• Work instructions:
The pictures get left out, but everything else in the listing below must be duplicated exactly.

• Supplied entries:
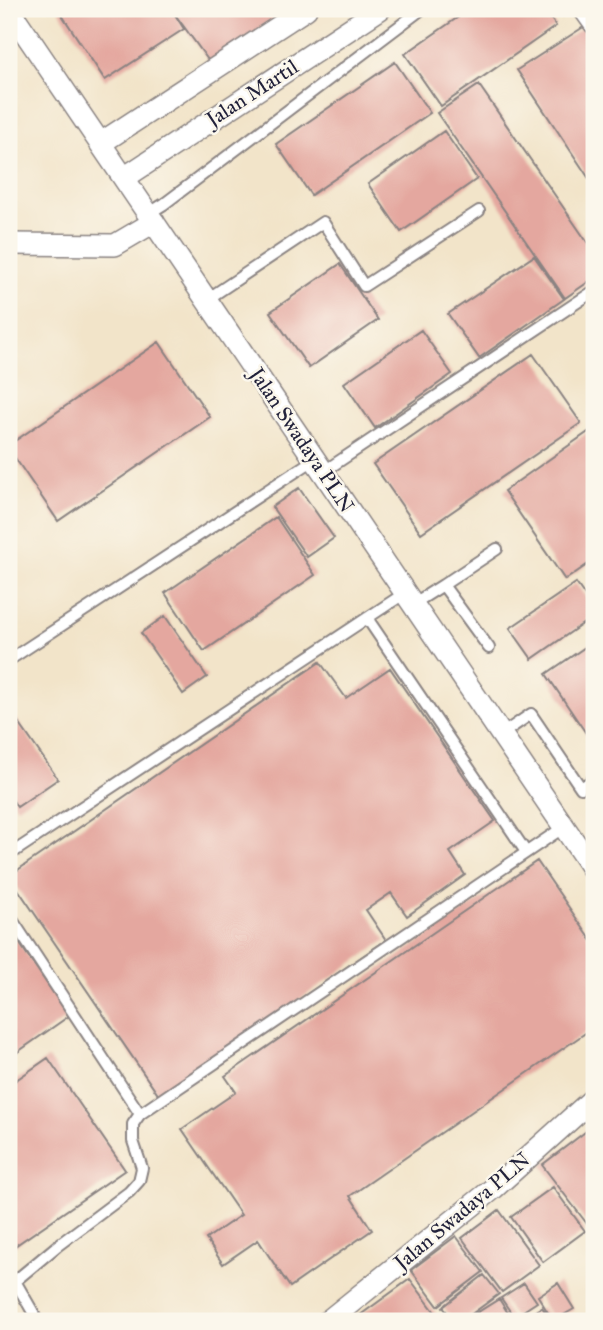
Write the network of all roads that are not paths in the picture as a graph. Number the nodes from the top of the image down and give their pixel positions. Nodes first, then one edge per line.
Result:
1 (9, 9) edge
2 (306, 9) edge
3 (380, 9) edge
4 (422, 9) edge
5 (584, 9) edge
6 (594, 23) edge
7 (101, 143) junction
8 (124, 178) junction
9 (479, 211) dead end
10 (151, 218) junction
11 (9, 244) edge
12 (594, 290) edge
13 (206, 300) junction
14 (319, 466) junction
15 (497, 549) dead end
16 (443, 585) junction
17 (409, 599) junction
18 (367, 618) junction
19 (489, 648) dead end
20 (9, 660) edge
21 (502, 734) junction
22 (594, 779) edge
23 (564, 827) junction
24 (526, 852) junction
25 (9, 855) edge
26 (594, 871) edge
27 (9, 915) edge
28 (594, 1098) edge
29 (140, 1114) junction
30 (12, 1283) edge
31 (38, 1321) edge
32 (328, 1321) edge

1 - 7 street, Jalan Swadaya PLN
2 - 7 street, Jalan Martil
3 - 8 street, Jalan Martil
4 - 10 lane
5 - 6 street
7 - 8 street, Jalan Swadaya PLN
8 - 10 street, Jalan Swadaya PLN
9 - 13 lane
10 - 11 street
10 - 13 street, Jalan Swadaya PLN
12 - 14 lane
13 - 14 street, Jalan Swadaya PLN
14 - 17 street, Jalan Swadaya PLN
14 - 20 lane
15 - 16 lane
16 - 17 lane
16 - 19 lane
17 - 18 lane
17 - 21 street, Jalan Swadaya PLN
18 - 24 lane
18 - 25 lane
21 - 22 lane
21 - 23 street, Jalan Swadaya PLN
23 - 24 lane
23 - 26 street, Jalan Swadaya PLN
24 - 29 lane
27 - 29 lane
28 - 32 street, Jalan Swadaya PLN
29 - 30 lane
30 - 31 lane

• Output for this task:
Write the network of all roads that are not paths in the picture as a graph. Number the nodes from the top of the image down and give their pixel positions. Nodes first, then one edge per line.
Result:
1 (9, 9) edge
2 (306, 9) edge
3 (380, 9) edge
4 (422, 9) edge
5 (584, 9) edge
6 (594, 23) edge
7 (101, 143) junction
8 (124, 178) junction
9 (479, 211) dead end
10 (151, 218) junction
11 (9, 244) edge
12 (594, 290) edge
13 (206, 300) junction
14 (319, 466) junction
15 (497, 549) dead end
16 (443, 585) junction
17 (409, 599) junction
18 (367, 618) junction
19 (489, 648) dead end
20 (9, 660) edge
21 (502, 734) junction
22 (594, 779) edge
23 (564, 827) junction
24 (526, 852) junction
25 (9, 855) edge
26 (594, 871) edge
27 (9, 915) edge
28 (594, 1098) edge
29 (140, 1114) junction
30 (12, 1283) edge
31 (38, 1321) edge
32 (328, 1321) edge

1 - 7 street, Jalan Swadaya PLN
2 - 7 street, Jalan Martil
3 - 8 street, Jalan Martil
4 - 10 lane
5 - 6 street
7 - 8 street, Jalan Swadaya PLN
8 - 10 street, Jalan Swadaya PLN
9 - 13 lane
10 - 11 street
10 - 13 street, Jalan Swadaya PLN
12 - 14 lane
13 - 14 street, Jalan Swadaya PLN
14 - 17 street, Jalan Swadaya PLN
14 - 20 lane
15 - 16 lane
16 - 17 lane
16 - 19 lane
17 - 18 lane
17 - 21 street, Jalan Swadaya PLN
18 - 24 lane
18 - 25 lane
21 - 22 lane
21 - 23 street, Jalan Swadaya PLN
23 - 24 lane
23 - 26 street, Jalan Swadaya PLN
24 - 29 lane
27 - 29 lane
28 - 32 street, Jalan Swadaya PLN
29 - 30 lane
30 - 31 lane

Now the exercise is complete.